» WORK INSTRUCTIONS:
Only the stretch of the listing below that runs from the line with "ring mcp: (757, 958)" through the line with "index pip: (1046, 269)" is to be printed, exactly and with both ends.

» SUPPLIED INFORMATION:
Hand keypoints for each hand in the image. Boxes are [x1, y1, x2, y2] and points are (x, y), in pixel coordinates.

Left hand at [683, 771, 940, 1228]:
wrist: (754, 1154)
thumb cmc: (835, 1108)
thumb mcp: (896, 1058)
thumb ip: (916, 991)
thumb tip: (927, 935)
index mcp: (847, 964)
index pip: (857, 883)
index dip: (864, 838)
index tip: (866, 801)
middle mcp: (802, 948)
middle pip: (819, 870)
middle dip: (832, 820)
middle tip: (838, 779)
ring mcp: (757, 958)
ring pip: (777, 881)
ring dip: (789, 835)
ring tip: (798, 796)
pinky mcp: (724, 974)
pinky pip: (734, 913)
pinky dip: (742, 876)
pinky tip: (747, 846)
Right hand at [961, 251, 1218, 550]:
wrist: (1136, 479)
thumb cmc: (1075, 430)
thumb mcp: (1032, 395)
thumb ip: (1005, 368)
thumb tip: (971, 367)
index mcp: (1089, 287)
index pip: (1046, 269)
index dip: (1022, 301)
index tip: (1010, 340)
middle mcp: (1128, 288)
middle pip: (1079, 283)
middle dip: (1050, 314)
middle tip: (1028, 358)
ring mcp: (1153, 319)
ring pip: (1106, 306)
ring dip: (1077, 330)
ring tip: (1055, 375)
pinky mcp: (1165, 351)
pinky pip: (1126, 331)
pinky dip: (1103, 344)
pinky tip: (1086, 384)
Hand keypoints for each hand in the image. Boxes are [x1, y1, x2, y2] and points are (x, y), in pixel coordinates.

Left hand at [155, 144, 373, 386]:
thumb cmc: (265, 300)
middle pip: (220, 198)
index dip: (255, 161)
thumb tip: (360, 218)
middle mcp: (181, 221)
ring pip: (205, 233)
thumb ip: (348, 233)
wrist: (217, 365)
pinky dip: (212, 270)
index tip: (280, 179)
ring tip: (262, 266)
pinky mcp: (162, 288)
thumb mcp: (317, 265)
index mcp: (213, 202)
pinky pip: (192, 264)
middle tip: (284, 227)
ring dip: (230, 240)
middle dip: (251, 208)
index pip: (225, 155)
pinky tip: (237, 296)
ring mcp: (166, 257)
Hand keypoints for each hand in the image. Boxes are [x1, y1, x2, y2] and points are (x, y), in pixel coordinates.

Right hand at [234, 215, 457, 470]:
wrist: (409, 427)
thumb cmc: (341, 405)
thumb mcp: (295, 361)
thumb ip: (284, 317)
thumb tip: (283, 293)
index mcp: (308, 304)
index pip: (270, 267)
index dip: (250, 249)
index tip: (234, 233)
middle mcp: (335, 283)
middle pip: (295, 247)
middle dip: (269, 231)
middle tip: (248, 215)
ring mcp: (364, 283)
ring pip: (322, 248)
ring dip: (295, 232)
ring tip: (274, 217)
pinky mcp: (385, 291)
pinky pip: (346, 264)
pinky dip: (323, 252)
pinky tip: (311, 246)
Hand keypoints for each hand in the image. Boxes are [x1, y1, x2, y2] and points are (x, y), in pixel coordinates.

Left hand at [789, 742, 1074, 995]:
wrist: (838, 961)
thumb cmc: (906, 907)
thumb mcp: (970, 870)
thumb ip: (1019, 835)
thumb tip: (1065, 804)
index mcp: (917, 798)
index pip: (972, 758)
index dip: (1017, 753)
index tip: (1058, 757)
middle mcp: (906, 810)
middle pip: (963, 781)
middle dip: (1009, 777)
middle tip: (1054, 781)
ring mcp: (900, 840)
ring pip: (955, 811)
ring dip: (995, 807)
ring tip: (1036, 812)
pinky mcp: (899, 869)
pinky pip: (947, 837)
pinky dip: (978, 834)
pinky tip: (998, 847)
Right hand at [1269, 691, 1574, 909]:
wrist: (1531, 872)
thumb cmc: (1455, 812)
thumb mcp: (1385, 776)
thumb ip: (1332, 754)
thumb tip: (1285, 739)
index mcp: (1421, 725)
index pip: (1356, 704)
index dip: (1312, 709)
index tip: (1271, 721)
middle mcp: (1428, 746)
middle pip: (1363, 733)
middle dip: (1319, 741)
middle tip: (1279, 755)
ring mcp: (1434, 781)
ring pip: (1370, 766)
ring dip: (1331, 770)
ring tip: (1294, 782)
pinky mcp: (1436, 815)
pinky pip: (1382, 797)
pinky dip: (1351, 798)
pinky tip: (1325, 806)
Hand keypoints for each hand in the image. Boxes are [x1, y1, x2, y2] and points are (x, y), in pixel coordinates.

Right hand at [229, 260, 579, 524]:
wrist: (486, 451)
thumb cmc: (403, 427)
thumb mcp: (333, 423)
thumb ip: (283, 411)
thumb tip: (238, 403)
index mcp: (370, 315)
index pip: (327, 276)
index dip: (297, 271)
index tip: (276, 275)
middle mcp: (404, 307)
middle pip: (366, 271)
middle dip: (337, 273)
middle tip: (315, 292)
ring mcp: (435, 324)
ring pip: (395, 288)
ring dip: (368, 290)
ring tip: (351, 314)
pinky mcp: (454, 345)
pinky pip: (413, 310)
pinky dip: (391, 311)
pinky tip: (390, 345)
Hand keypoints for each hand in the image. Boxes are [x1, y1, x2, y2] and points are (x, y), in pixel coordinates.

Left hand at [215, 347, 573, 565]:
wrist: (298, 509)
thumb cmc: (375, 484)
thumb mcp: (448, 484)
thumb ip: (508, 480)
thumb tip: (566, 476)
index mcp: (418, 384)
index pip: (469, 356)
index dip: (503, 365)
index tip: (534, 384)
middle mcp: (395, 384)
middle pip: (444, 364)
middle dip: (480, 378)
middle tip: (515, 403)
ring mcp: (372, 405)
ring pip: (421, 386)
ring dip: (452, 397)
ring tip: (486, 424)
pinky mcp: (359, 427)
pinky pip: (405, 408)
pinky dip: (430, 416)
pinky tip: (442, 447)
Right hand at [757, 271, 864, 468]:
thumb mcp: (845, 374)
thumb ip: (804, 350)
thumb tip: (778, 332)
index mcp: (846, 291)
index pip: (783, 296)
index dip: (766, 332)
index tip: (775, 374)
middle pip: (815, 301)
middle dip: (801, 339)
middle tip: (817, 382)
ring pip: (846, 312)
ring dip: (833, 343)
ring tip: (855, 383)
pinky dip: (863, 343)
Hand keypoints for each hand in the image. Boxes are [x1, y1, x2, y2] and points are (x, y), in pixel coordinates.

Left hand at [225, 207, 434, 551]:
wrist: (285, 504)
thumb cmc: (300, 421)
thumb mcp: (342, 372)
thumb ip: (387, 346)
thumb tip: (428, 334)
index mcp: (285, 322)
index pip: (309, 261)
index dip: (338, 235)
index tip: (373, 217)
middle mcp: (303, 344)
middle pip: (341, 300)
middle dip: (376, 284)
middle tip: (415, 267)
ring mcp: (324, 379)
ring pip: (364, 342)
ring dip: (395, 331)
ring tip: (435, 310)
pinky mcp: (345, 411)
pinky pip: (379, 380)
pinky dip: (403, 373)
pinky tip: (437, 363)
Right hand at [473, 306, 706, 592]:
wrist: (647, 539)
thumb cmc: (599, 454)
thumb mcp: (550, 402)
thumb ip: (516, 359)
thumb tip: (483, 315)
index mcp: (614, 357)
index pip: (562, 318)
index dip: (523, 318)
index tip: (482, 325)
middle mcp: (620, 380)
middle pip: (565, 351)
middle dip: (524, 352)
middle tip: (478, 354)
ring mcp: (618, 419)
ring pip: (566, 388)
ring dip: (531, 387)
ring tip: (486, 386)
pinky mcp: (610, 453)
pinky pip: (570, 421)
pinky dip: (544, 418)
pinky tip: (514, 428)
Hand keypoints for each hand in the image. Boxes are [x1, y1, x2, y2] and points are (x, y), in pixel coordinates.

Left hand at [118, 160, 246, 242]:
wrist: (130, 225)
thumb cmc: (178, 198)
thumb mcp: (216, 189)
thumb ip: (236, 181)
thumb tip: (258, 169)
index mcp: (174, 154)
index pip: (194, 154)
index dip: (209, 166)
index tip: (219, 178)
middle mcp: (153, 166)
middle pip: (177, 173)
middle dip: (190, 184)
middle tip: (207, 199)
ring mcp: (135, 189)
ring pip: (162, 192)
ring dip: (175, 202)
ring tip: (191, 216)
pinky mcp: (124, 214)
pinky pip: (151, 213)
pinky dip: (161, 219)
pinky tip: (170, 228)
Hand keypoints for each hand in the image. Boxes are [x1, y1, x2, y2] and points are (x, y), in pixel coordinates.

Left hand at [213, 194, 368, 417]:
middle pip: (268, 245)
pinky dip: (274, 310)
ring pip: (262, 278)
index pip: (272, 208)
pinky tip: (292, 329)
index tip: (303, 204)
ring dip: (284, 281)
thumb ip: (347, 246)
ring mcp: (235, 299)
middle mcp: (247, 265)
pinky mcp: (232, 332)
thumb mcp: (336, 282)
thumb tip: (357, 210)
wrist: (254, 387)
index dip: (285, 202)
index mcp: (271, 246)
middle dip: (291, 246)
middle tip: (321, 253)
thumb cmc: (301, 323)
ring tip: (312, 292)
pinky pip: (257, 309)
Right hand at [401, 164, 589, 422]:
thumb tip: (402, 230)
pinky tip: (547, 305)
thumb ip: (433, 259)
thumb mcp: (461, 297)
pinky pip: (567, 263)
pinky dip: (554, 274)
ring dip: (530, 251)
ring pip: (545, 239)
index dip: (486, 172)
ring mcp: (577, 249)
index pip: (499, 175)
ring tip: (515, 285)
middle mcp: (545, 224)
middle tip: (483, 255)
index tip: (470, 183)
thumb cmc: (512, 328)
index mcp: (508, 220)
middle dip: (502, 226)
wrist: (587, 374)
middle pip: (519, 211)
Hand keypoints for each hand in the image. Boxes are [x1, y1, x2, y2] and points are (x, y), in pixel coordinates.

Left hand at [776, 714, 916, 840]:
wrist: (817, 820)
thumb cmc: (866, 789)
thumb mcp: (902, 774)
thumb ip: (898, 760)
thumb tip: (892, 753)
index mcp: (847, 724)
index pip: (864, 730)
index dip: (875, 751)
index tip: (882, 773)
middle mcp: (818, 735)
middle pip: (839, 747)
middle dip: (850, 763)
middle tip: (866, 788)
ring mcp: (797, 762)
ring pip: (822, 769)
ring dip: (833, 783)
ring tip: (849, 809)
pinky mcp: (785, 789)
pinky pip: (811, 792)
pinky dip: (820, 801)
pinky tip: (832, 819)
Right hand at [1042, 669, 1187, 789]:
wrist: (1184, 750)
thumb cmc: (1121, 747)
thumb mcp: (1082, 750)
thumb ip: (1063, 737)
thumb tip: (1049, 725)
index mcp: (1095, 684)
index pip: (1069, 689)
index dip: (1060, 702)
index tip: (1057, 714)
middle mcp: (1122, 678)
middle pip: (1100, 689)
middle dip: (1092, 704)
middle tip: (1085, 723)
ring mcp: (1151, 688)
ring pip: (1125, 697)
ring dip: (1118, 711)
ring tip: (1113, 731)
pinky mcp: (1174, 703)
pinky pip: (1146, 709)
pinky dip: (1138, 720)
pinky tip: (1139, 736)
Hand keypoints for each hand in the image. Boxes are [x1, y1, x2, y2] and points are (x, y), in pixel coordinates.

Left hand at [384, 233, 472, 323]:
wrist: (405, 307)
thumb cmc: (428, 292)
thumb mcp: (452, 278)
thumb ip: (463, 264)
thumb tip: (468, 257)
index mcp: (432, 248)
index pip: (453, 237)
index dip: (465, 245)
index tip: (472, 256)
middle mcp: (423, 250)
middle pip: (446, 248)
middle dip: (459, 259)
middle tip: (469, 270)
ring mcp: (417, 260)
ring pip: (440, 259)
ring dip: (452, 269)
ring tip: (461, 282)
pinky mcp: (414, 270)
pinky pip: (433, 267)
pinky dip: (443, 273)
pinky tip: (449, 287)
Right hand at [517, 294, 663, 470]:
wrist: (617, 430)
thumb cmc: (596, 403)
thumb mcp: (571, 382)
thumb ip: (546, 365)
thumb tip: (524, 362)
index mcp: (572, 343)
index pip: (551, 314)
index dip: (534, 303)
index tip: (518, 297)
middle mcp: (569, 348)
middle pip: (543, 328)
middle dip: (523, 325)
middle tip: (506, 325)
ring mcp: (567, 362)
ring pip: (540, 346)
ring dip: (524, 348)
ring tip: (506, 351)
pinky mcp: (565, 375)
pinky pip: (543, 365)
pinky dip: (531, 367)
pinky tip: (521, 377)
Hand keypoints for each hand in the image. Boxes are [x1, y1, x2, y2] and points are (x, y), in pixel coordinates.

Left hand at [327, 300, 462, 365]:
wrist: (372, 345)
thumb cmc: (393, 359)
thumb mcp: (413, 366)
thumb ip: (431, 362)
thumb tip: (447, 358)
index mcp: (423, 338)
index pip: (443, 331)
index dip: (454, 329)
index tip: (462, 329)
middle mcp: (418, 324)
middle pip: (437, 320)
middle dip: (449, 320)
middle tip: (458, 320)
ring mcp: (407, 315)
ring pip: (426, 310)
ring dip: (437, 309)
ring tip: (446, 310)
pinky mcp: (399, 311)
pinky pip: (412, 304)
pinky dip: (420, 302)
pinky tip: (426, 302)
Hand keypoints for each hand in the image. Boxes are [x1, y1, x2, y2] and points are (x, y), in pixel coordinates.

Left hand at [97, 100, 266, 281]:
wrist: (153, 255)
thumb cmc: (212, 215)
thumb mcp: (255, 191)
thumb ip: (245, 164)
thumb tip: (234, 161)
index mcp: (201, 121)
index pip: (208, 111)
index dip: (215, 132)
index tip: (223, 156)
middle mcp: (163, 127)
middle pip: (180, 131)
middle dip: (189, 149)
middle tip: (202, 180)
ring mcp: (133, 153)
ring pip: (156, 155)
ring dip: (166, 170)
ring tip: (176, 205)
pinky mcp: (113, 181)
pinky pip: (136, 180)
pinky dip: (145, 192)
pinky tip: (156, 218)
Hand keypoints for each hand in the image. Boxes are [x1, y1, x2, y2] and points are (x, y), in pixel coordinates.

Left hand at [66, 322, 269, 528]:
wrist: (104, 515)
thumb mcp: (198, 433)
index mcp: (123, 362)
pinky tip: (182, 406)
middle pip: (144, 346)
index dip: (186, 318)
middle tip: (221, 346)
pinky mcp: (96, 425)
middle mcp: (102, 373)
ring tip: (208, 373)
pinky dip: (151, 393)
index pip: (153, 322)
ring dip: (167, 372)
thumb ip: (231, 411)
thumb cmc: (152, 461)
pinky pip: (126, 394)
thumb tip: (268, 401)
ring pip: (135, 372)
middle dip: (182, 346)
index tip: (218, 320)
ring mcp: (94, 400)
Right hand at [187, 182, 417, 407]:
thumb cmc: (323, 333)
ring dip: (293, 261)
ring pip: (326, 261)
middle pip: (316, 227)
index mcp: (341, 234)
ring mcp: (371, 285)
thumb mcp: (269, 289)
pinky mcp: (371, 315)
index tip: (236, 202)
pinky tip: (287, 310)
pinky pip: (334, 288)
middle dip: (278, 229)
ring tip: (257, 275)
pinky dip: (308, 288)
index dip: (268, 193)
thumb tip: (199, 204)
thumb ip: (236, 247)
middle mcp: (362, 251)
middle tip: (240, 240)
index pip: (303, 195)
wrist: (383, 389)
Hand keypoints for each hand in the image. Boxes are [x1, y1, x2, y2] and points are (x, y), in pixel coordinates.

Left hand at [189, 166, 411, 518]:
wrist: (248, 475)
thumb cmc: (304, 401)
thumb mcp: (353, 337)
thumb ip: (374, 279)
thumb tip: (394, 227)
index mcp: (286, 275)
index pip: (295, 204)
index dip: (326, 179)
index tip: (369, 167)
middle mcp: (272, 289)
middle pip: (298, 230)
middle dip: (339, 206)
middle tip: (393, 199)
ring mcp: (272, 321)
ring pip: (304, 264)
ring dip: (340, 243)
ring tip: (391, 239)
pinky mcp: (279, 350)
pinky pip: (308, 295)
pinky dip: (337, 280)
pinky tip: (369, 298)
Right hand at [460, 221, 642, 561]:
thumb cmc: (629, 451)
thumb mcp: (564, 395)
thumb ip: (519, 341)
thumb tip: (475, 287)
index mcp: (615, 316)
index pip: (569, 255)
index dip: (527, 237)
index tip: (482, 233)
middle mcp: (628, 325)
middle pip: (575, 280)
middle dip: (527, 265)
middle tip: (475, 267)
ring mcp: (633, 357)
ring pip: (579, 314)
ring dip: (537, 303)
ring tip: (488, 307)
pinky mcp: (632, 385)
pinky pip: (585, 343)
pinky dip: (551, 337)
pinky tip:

» EXERCISE RESPONSE:
ring mcp: (757, 958)
ring pip: (777, 881)
ring dip: (789, 835)
ring tip: (798, 796)
pinky mcp: (724, 974)
pinky pip: (734, 913)
pinky dip: (742, 876)
pinky tip: (747, 846)
Right hand at [961, 251, 1218, 550]:
wrist: (1136, 479)
thumb cmc: (1075, 430)
thumb mcp: (1032, 395)
thumb ip: (1005, 368)
thumb tip: (971, 367)
index mcp: (1089, 287)
index pip: (1046, 269)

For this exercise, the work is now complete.